- Work instructions:
Once the images are set aside, return every entry exactly.

** Data shown follows **

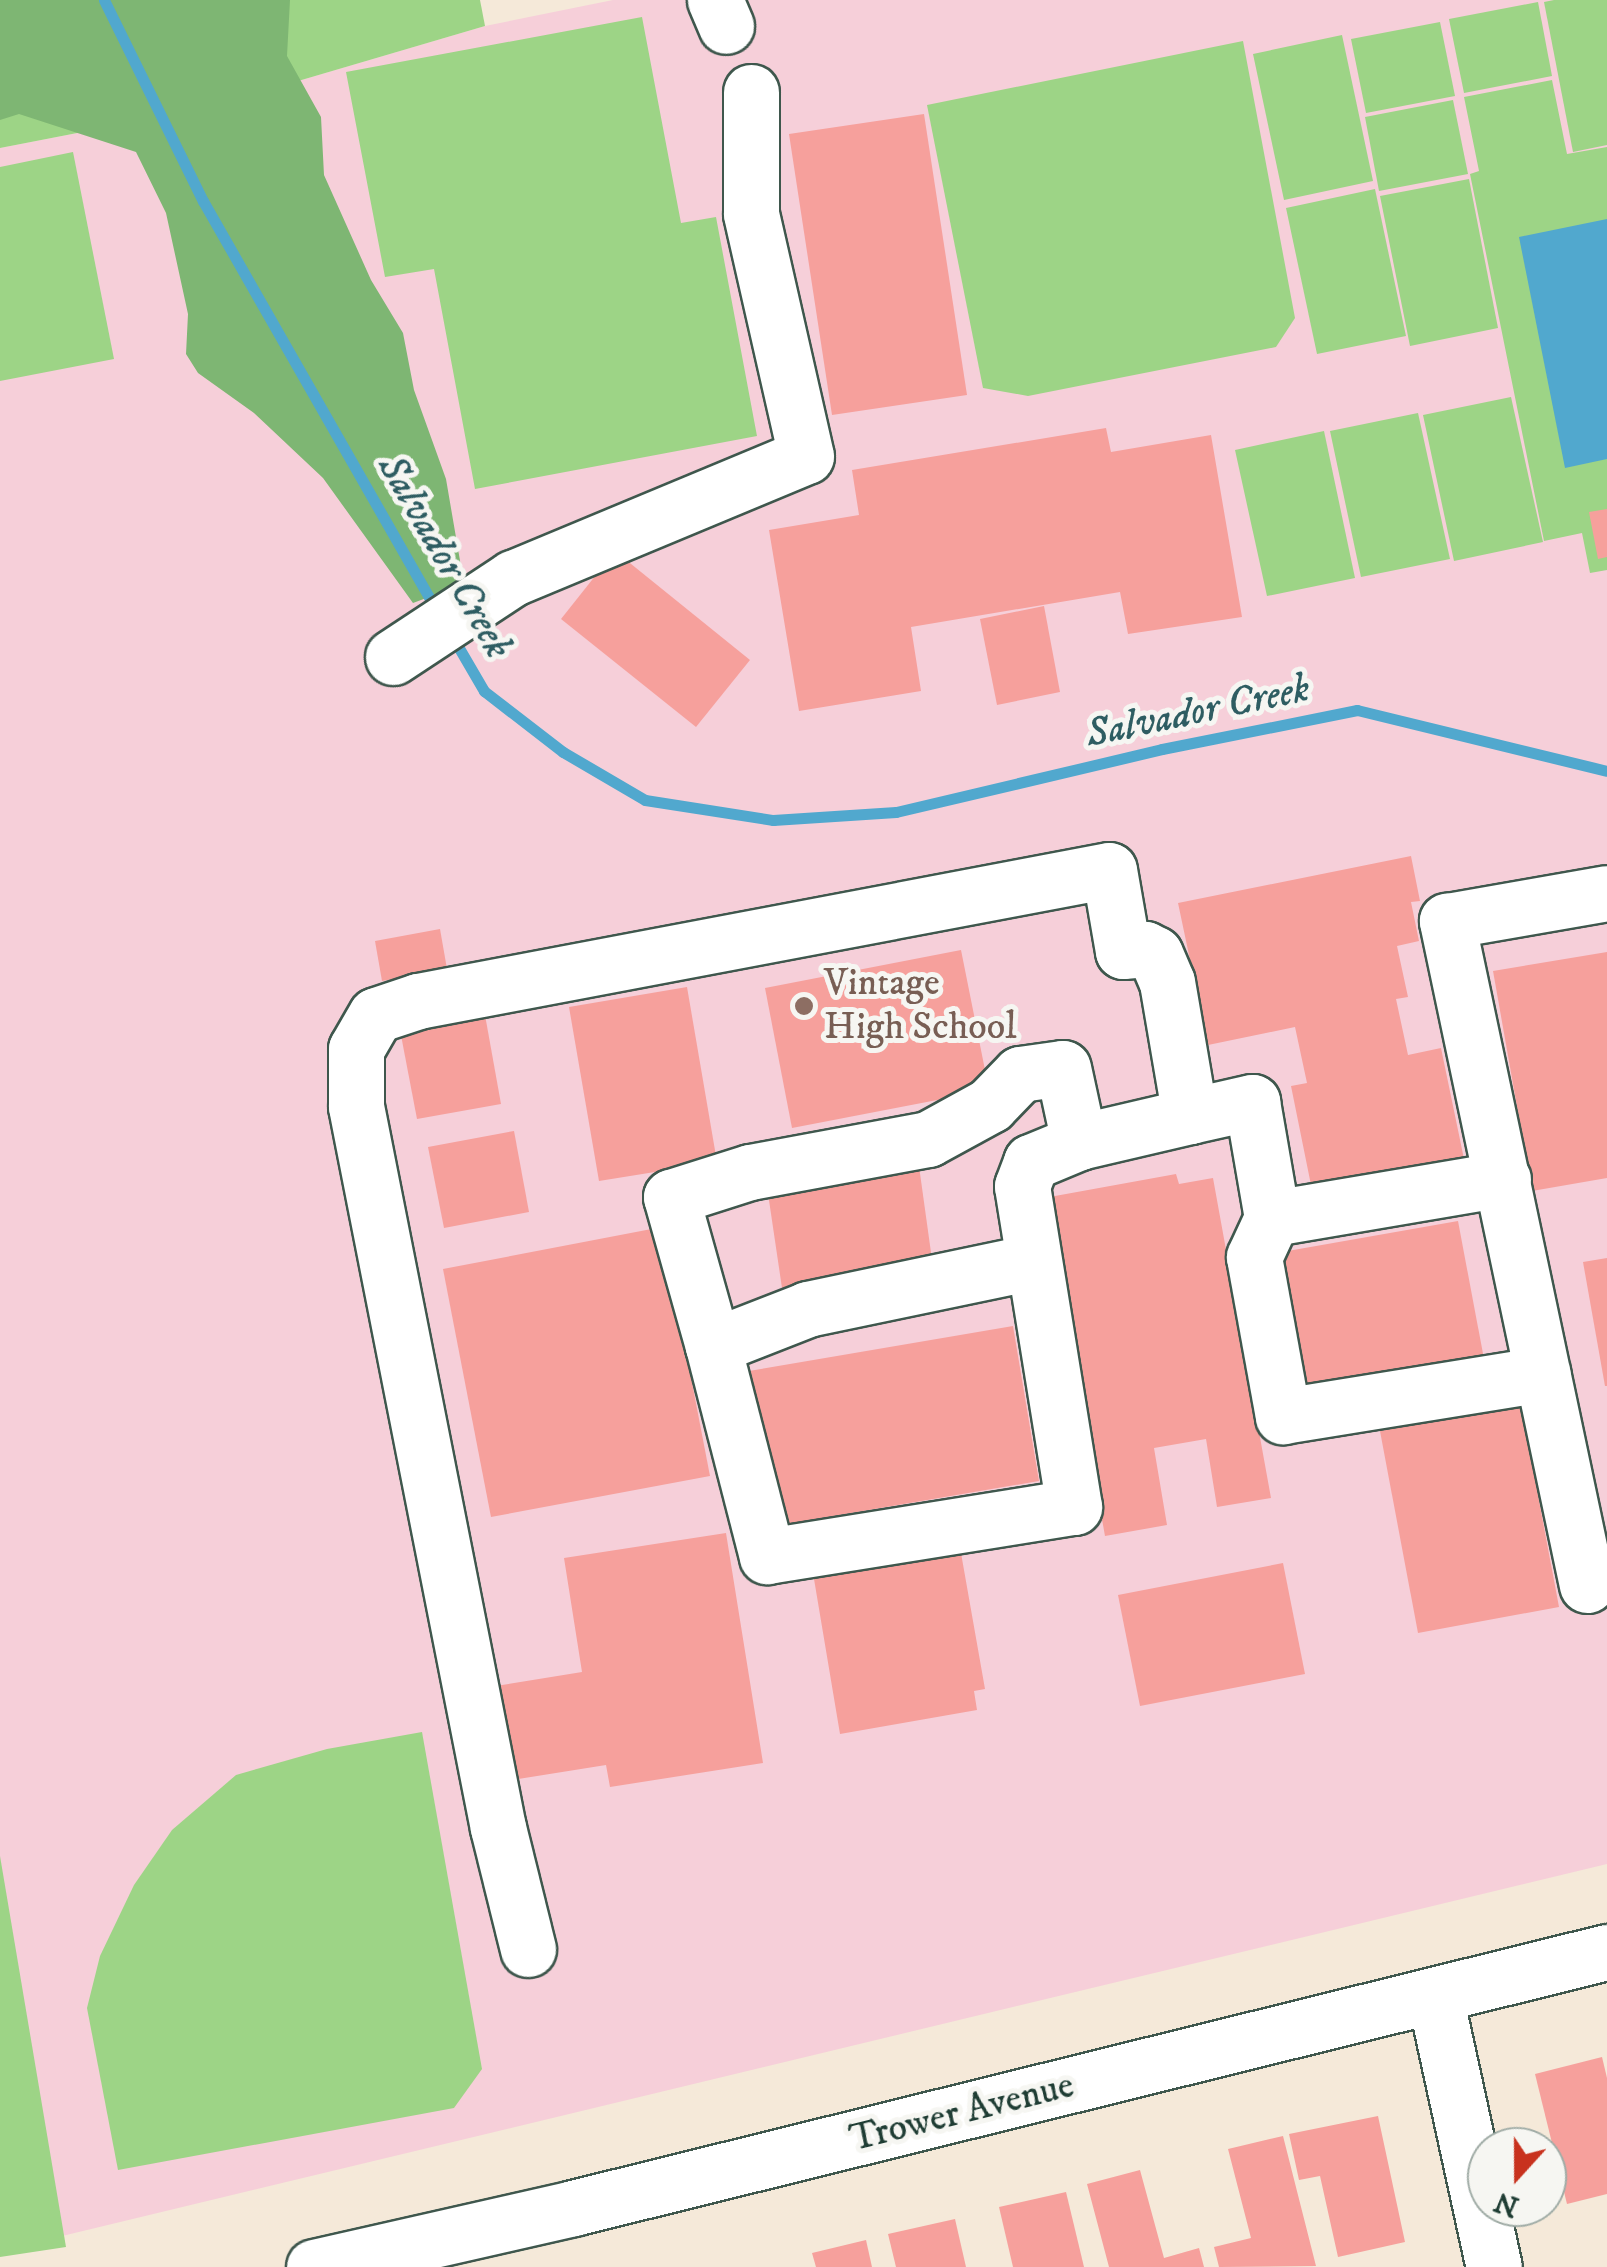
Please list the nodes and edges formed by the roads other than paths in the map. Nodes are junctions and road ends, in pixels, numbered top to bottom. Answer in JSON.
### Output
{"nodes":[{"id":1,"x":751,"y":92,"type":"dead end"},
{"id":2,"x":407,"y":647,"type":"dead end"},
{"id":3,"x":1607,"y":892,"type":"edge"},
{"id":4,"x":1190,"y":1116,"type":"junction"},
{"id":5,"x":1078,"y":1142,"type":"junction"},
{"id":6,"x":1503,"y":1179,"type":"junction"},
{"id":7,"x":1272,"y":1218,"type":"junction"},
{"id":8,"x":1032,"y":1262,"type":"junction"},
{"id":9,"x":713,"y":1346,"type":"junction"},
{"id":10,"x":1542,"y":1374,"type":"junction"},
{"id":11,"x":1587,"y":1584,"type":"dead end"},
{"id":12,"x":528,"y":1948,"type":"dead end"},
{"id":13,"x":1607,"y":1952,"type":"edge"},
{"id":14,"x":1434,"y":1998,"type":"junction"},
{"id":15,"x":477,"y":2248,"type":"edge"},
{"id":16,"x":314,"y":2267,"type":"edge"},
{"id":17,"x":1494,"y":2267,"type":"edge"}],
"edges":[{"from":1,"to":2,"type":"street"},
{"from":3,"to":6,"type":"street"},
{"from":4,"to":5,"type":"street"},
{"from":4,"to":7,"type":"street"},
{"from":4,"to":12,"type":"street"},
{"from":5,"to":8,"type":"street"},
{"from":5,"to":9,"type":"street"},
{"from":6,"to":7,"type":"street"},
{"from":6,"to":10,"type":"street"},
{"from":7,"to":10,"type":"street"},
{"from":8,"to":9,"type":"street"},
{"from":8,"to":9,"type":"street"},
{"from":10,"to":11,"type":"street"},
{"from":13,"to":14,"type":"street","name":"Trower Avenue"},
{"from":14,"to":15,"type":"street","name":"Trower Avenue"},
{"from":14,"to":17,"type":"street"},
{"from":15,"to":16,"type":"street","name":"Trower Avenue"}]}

** End of Data shown **

- The completed task:
Please list the nodes and edges formed by the roads other than paths in the map. Nodes are junctions and road ends, in pixels, numbered top to bottom. Answer in JSON.
### Output
{"nodes":[{"id":1,"x":751,"y":92,"type":"dead end"},
{"id":2,"x":407,"y":647,"type":"dead end"},
{"id":3,"x":1607,"y":892,"type":"edge"},
{"id":4,"x":1190,"y":1116,"type":"junction"},
{"id":5,"x":1078,"y":1142,"type":"junction"},
{"id":6,"x":1503,"y":1179,"type":"junction"},
{"id":7,"x":1272,"y":1218,"type":"junction"},
{"id":8,"x":1032,"y":1262,"type":"junction"},
{"id":9,"x":713,"y":1346,"type":"junction"},
{"id":10,"x":1542,"y":1374,"type":"junction"},
{"id":11,"x":1587,"y":1584,"type":"dead end"},
{"id":12,"x":528,"y":1948,"type":"dead end"},
{"id":13,"x":1607,"y":1952,"type":"edge"},
{"id":14,"x":1434,"y":1998,"type":"junction"},
{"id":15,"x":477,"y":2248,"type":"edge"},
{"id":16,"x":314,"y":2267,"type":"edge"},
{"id":17,"x":1494,"y":2267,"type":"edge"}],
"edges":[{"from":1,"to":2,"type":"street"},
{"from":3,"to":6,"type":"street"},
{"from":4,"to":5,"type":"street"},
{"from":4,"to":7,"type":"street"},
{"from":4,"to":12,"type":"street"},
{"from":5,"to":8,"type":"street"},
{"from":5,"to":9,"type":"street"},
{"from":6,"to":7,"type":"street"},
{"from":6,"to":10,"type":"street"},
{"from":7,"to":10,"type":"street"},
{"from":8,"to":9,"type":"street"},
{"from":8,"to":9,"type":"street"},
{"from":10,"to":11,"type":"street"},
{"from":13,"to":14,"type":"street","name":"Trower Avenue"},
{"from":14,"to":15,"type":"street","name":"Trower Avenue"},
{"from":14,"to":17,"type":"street"},
{"from":15,"to":16,"type":"street","name":"Trower Avenue"}]}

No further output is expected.